Leadership makes people place their faith and trust in a single leader whom they follow and for whom they are willing to give their best. Leaders must be able to inspire their followers by demonstrating superior qualities of body, mind, and character. Their success derives from inspiring their subordinates to think, feel, and act the way they do. A gift of character, leadership can be polished and improved.
Field Marshal Bernard Law Montgomery of Great Britain defined leadership as “the will to dominate, together with the character which inspires confidence” (emphasis in original).1 To lead and dominate others, one must first acquire force of character tempered by energy, a sense of purpose and direction, integrity, enthusiasm, and moral courage. People look up to leaders and trust their judgement; leaders inspire and warm the hearts of their followers. Indeed, Field Marshal Sir William Slim of Australia viewed leadership as “the projection of personality.”2 In its highest sense, leadership is the goal that all officers must continually seek if they wish to remain worthy of their rank and insignia.
The qualities that we associate with great leadership are so numerous that no one can possess all of them. The following sections briefly discuss a selection of traits typical of celebrated leaders—traits that military officers should strive to acquire.
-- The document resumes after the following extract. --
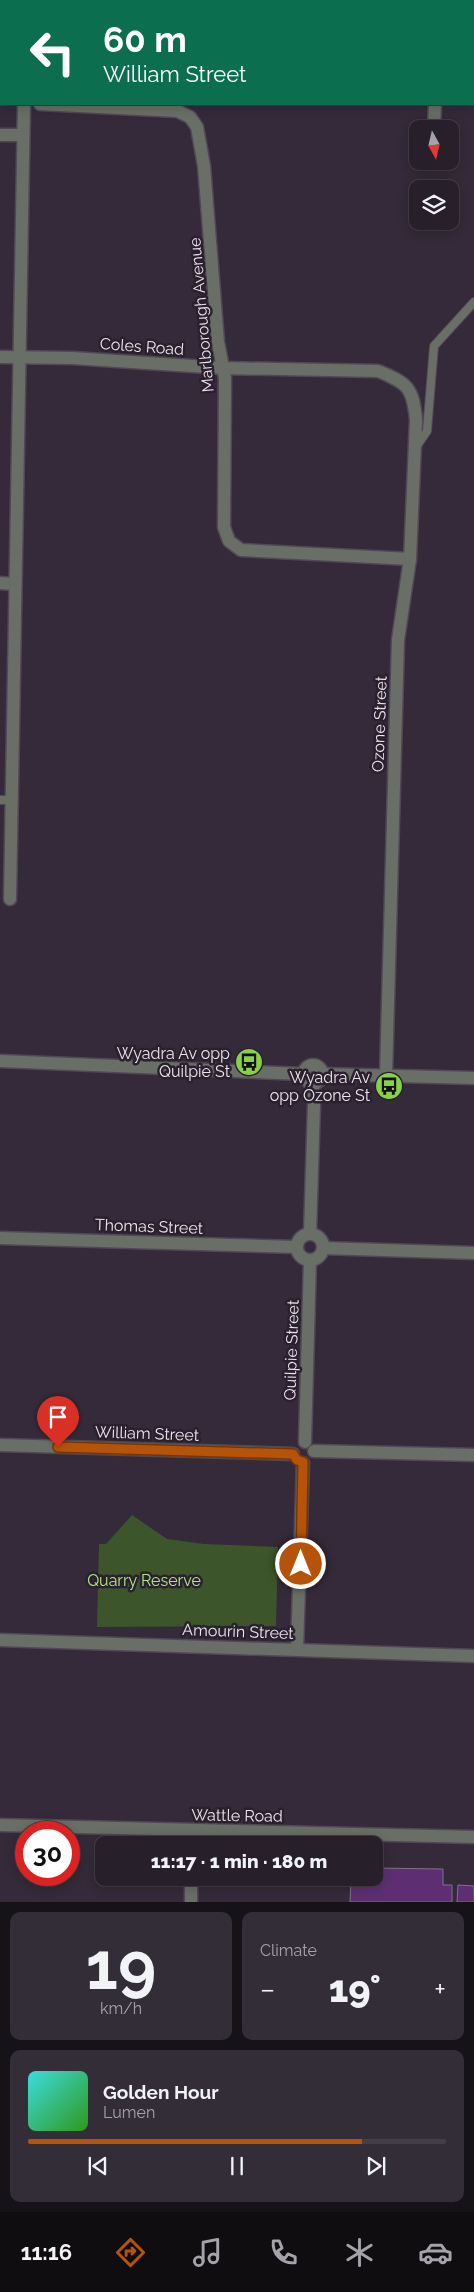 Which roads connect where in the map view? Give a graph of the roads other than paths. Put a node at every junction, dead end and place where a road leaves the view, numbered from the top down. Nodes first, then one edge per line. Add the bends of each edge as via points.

During the period of indecisive inactivity created by an emergency, some people may begin to act doggedly and inspire others to follow them by virtue of their physical prowess, outstanding appearance, or some kind of unique attribute. Such individuals may not have thought of being leaders but simply respond to situations more quickly and assertively than others. Alternatively, leaders-to-be may consciously assume that role and make themselves conspicuous. In the armed forces, we do not have to adopt either of these methods because conspicuousness comes naturally to us by virtue of our uniforms and insignia on the one hand and, on the other, by the training that prompts all personnel to turn to those of higher rank for guidance. Officers in the armed forces should therefore earnestly strive to acquire qualities that will mature and refine their leadership abilities.
Speaking of John Churchill, Duke of Marlborough, Voltaire praises “that calm courage in the midst of tumult, that serenity of soul in danger . . . [which is] the greatest gift of nature for command.”3 Most people have physical courage but lack moral courage, which is indispensable for a leader. Moral courage consists in being honest and admitting one’s mistakes when things go wrong. It shows itself in the ability to make decisions, keeping interests of the service and the country in view against personal interest or self-perpetuation. Lack of moral courage can impel persons with ostensibly strong nerves and great character to make absolutely wrong decisions. Lacking moral courage and not ready to accept defeat, Adolf Hitler cost millions of people their lives. His generals, deficient in courage, turned him into an unbridled demon. By demonstrating moral courage, a leader can avoid many a wrong decision. The ability to make an unpopular decision calls for resolution, which leaders can cultivate.
Some leaders unfairly keep themselves too much in the sun and their followers too much in the dark. Under no circumstances should commanders be vague, remote, or inaccessible. When they walk unannounced into any camp, workshop, or office, people should recognize them immediately. It is more important to be recognized than to be popular.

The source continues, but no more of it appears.